Photo du rédacteur: AlterculteursAlterculteurs

Dernière mise à jour : 27 août 2020


C’est une ferme très spéciale car c’est une ferme école dont l’objectif est de former des futurs maraîchers et de faire la démonstration du modèle de l’agriculture bio-intensive qu’enseigne Jean-Martin Fortier, auteur du livre « Le Jardinier Maraîcher » expliquant ce modèle.

La méthode d’agriculture bio-intensive telle que pratiquée à la ferme des Quatre-Temps a été inventée et systématisée par Jean-Martin suite à la mise en place réussie de sa propre ferme Les Jardins de La Grelinette et son expérimentation pendant plus de quinze années. Bien sûr celle-ci est s’inspire de sources diverses et variées provenant de son expérience personnelle mais également, pour n’en citer que deux, d’autres maraîchers tels que les jardiniers maraîchers parisiens du XIXe siècle ainsi que Eliot Coleman, un maraîcher américain qui a repris ces méthodes du XIXe siècle et les a adaptées et développées dans notre époque contemporaine.

Nota : La ferme des Quatre-Temps est une marque qui regroupe deux sites, la Ferme des Quatre-Temps à Hemmingford où nous avons aidé et la ferme de Port-au-Persil, plus petite mais avec le même objectif.

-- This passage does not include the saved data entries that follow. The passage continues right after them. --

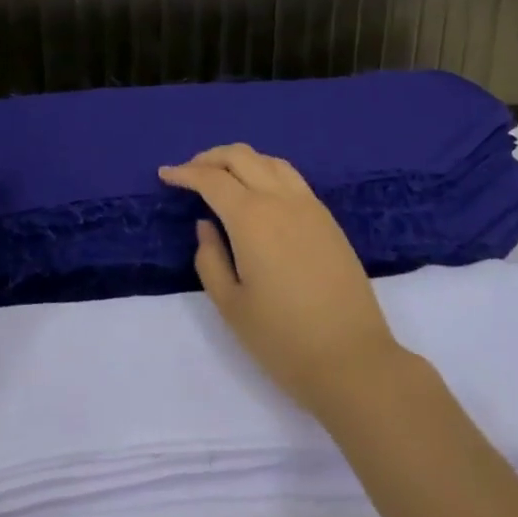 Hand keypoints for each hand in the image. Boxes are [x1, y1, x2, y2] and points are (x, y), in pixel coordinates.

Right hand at [160, 143, 406, 419]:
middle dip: (209, 157)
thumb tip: (206, 225)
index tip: (165, 175)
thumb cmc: (283, 339)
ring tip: (221, 176)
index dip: (185, 173)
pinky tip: (258, 189)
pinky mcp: (327, 218)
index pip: (211, 179)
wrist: (352, 359)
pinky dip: (265, 169)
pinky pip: (290, 176)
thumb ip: (210, 258)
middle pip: (240, 157)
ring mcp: (308, 205)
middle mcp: (280, 199)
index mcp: (251, 217)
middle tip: (188, 171)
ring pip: (269, 160)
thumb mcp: (231, 305)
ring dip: (239, 159) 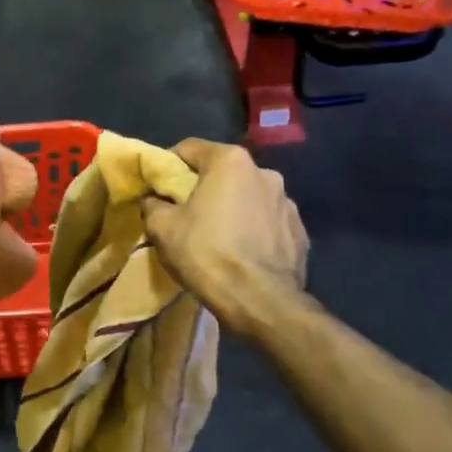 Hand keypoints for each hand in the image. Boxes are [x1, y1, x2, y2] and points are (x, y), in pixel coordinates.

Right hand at [140, 139, 310, 339]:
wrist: (262, 302)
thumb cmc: (207, 254)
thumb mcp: (161, 228)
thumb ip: (152, 204)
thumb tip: (154, 200)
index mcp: (230, 161)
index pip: (188, 148)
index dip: (168, 166)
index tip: (158, 188)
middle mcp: (264, 172)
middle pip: (221, 173)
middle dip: (202, 188)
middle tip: (185, 215)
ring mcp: (287, 202)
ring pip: (247, 197)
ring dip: (231, 209)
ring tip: (217, 238)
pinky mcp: (299, 231)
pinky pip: (267, 222)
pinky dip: (253, 230)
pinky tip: (241, 254) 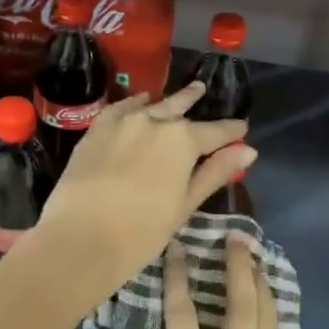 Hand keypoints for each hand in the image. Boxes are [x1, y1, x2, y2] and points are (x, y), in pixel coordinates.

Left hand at [34, 81, 252, 301]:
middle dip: (194, 101)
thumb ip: (214, 173)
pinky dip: (133, 104)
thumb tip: (247, 151)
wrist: (81, 237)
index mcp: (183, 140)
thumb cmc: (142, 231)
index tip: (242, 128)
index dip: (231, 131)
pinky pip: (120, 108)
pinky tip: (139, 102)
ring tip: (179, 94)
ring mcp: (122, 122)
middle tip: (203, 90)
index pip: (216, 131)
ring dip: (167, 101)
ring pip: (151, 105)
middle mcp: (155, 121)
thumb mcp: (185, 204)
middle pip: (180, 109)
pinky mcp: (96, 129)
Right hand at [148, 232, 283, 328]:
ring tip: (256, 258)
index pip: (184, 314)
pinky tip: (267, 302)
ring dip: (262, 284)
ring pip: (267, 318)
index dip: (180, 276)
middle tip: (236, 238)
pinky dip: (271, 314)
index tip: (179, 247)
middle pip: (241, 305)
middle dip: (239, 266)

Avec ses deux fermes, la production de la Ferme des Quatre-Temps est très complète. Nous avons pu goûté les excellents produits animaux et végétaux de la ferme mais nous ne présenterons ici que la production de légumes car nous n’avons pas expérimenté les autres aspects. Il faut tout de même noter qu’à Hemmingford, il y a donc un élevage de vaches à viande, de cochons ainsi que des poulaillers mobiles pour les œufs, on y trouve également des ruches ainsi qu’une cuisine professionnelle pour la transformation de produits.



La production maraîchère

Il y a environ 3,23 hectares (8 acres) de culture maraîchère.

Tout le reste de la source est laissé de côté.